Stored data:
◆ ◆ ◆ ◆ ◆ ◆ ◆

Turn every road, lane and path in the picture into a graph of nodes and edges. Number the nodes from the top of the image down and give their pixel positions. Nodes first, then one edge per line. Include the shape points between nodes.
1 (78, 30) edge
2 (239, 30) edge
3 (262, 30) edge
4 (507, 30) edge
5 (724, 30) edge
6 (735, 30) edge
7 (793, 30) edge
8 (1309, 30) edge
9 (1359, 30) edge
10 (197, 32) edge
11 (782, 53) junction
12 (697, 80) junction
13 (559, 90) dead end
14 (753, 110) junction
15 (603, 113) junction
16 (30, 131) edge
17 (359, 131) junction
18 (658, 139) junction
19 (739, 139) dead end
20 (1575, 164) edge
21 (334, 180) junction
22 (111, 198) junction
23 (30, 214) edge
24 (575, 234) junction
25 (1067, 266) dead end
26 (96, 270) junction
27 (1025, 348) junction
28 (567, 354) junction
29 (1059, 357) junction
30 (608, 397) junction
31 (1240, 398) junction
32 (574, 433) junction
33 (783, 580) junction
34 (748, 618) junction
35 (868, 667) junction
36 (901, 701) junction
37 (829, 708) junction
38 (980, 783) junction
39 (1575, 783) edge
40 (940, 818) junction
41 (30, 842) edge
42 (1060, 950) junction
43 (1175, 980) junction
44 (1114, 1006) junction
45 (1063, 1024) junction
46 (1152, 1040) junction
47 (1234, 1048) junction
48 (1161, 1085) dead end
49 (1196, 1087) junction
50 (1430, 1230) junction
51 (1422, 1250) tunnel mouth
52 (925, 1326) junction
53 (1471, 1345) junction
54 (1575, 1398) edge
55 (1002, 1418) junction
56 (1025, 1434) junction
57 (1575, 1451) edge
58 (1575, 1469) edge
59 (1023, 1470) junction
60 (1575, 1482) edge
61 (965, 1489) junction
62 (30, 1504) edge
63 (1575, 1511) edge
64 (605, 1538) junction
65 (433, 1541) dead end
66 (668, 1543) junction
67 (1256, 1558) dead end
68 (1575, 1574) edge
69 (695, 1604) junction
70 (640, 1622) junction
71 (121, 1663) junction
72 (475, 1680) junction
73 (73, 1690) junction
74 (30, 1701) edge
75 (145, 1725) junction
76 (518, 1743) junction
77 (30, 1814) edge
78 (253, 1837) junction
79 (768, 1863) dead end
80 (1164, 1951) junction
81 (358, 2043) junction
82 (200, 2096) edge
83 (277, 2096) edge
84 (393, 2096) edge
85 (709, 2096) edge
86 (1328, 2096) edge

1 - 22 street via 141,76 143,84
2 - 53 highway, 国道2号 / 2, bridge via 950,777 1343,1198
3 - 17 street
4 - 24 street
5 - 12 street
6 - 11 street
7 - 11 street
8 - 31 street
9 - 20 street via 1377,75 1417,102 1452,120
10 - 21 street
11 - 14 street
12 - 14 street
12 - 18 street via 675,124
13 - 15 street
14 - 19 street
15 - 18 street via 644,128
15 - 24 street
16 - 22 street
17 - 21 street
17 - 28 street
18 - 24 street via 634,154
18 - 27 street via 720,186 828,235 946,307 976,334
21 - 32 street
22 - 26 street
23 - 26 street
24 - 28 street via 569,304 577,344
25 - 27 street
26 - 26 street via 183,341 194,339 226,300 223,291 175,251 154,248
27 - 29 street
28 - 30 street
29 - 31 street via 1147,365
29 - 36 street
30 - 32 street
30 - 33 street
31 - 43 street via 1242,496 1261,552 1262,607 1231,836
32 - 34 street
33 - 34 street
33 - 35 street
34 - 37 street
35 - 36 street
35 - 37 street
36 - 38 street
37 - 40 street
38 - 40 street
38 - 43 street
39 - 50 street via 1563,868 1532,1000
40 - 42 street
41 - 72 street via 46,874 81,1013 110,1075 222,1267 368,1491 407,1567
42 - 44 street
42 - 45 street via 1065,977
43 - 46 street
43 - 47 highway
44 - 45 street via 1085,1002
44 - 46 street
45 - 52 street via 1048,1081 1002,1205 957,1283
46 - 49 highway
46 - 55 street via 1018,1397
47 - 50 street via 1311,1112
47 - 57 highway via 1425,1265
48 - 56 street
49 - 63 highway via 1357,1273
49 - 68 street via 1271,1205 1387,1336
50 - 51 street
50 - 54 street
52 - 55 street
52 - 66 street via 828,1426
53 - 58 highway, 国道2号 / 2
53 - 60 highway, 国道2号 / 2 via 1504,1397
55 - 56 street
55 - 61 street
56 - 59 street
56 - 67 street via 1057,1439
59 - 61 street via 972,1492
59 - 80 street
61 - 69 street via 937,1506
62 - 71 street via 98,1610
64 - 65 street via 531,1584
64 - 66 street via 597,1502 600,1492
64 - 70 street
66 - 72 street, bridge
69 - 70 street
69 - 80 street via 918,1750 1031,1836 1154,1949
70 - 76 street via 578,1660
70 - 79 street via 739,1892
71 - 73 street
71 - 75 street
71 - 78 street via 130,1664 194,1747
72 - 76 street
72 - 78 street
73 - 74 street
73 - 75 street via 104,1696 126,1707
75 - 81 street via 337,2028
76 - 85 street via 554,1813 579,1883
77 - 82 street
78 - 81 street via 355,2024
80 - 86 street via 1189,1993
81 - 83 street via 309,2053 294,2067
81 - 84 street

◆ ◆ ◆ ◆ ◆ ◆ ◆

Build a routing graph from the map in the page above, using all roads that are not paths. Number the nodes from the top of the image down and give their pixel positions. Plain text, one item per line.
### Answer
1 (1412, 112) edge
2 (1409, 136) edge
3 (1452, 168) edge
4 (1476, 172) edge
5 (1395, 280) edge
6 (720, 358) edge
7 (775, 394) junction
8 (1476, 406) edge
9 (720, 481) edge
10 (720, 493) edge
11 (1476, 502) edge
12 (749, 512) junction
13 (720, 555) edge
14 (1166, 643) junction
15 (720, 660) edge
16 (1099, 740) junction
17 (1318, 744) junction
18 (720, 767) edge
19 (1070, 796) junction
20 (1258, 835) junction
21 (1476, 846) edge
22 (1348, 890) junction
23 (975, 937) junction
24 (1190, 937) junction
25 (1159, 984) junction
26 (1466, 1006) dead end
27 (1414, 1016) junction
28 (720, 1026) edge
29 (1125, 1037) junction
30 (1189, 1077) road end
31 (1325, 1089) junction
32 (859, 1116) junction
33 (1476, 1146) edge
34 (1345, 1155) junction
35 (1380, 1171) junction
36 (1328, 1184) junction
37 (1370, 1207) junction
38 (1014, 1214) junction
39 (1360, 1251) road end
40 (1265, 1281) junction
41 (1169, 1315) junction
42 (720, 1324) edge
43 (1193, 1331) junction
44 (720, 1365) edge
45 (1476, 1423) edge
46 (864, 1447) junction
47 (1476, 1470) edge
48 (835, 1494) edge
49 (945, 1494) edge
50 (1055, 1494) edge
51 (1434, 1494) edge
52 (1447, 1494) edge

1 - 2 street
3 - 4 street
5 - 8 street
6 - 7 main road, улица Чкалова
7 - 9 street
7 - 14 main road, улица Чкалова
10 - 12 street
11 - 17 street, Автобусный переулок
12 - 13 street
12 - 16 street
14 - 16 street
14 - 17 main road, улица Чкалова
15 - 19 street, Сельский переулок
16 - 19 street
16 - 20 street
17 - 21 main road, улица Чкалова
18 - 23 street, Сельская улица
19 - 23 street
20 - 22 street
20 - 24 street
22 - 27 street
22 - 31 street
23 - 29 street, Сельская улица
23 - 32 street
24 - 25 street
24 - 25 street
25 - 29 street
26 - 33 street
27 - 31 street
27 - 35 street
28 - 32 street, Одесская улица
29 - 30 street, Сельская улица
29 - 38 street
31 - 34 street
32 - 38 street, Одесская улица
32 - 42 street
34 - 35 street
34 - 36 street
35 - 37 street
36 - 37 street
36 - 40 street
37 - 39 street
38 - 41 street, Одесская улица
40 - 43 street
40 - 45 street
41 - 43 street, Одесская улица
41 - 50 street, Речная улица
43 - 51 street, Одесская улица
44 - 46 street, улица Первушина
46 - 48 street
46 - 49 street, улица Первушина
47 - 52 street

◆ ◆ ◆ ◆ ◆ ◆ ◆

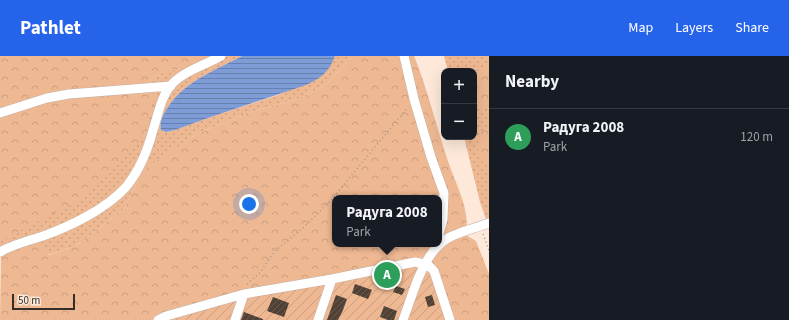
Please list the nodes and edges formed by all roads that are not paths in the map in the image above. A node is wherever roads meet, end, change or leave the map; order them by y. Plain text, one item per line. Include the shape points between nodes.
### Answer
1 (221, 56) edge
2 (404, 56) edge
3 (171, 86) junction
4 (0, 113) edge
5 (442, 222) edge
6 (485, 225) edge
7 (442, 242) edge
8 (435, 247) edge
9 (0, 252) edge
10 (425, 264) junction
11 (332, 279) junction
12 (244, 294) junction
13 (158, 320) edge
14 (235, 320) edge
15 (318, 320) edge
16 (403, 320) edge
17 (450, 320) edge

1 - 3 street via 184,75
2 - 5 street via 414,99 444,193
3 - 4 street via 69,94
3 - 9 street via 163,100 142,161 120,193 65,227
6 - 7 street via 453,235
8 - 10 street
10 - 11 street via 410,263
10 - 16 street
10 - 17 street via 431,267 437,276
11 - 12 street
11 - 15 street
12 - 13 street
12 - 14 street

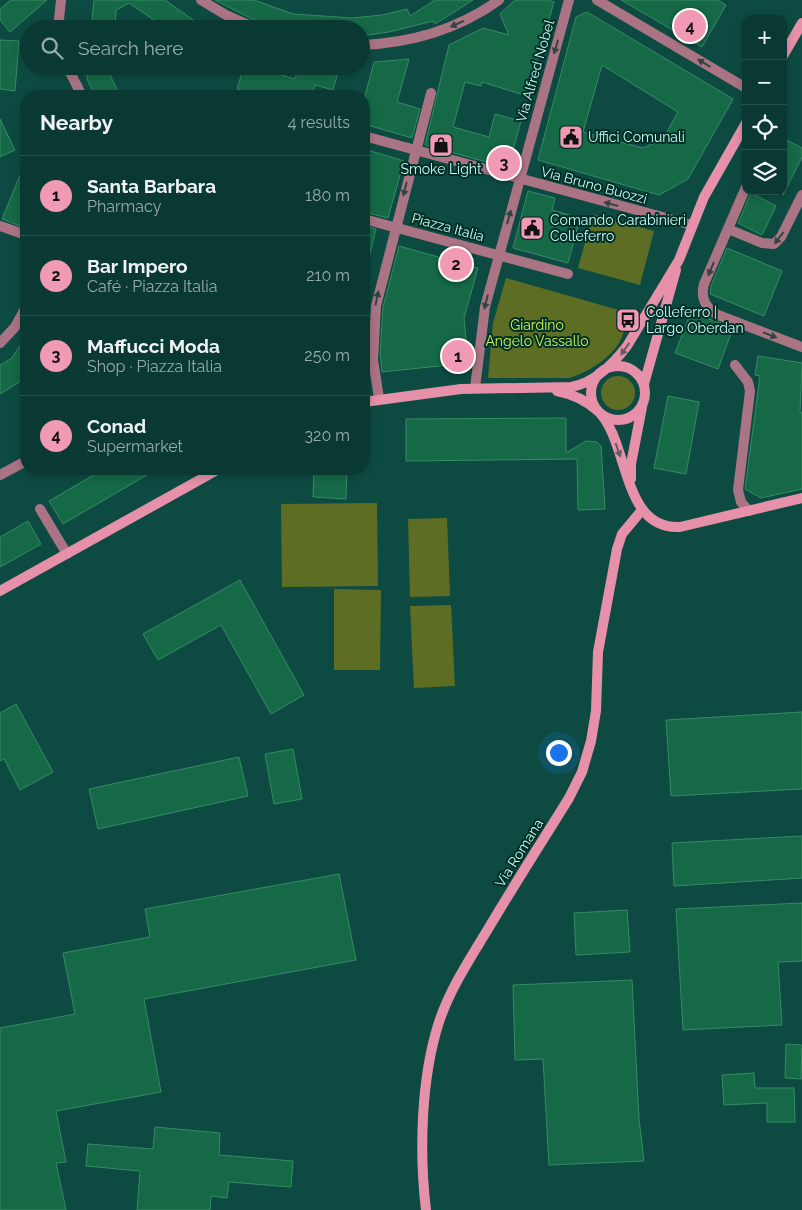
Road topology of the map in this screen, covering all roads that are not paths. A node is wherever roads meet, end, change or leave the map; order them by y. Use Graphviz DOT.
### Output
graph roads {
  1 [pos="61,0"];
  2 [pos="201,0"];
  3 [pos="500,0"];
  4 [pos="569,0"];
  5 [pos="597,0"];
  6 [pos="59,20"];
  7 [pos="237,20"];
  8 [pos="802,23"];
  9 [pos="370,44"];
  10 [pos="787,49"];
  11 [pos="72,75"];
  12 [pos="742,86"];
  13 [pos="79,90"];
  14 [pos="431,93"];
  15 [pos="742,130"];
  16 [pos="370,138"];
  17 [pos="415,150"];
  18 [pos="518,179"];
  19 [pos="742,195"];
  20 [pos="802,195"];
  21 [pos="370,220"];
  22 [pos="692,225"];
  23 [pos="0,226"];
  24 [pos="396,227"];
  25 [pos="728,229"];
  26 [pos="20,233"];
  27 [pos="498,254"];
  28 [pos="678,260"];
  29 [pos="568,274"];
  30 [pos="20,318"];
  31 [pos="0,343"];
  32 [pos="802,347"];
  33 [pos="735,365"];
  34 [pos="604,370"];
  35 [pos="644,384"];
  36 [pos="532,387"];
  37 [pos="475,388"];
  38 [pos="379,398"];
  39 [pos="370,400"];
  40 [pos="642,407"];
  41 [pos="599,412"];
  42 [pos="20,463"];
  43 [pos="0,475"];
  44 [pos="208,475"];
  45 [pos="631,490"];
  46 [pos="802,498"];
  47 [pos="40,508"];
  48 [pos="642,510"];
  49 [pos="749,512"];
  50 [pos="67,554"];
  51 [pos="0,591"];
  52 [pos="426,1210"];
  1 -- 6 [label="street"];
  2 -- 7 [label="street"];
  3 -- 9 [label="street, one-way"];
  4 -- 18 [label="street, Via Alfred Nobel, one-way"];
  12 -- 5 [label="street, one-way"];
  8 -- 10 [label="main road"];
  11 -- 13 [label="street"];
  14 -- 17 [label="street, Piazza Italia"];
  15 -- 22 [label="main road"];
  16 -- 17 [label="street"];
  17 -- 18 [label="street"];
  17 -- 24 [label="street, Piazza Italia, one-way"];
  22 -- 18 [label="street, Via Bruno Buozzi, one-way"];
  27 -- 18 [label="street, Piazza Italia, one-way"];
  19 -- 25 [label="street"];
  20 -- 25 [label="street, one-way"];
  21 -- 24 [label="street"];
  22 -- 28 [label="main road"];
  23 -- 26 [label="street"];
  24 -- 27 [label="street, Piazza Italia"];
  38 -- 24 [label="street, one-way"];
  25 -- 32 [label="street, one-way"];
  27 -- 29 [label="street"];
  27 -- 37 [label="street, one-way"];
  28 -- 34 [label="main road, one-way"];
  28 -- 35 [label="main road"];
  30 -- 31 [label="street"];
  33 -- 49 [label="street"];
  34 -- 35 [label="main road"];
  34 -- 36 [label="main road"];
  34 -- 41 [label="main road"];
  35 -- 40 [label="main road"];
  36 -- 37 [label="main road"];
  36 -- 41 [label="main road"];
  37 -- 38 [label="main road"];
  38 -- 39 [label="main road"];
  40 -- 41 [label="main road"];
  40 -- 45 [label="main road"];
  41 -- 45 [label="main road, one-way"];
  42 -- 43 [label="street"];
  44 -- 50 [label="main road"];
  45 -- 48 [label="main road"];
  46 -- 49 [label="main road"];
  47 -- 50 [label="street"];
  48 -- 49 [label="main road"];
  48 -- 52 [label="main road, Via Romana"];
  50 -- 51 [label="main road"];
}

◆ ◆ ◆ ◆ ◆ ◆ ◆

■ **What the task requires**: Report all lines above with "nodes".

■ **Written reply**:
Turn every road, lane and path in the picture into a graph of nodes and edges. Number the nodes from the top of the image down and give their pixel positions. Nodes first, then one edge per line. Include the shape points between nodes.
Build a routing graph from the map in the page above, using all roads that are not paths. Number the nodes from the top of the image down and give their pixel positions. Plain text, one item per line.
Please list the nodes and edges formed by all roads that are not paths in the map in the image above. A node is wherever roads meet, end, change or leave the map; order them by y. Plain text, one item per line. Include the shape points between nodes.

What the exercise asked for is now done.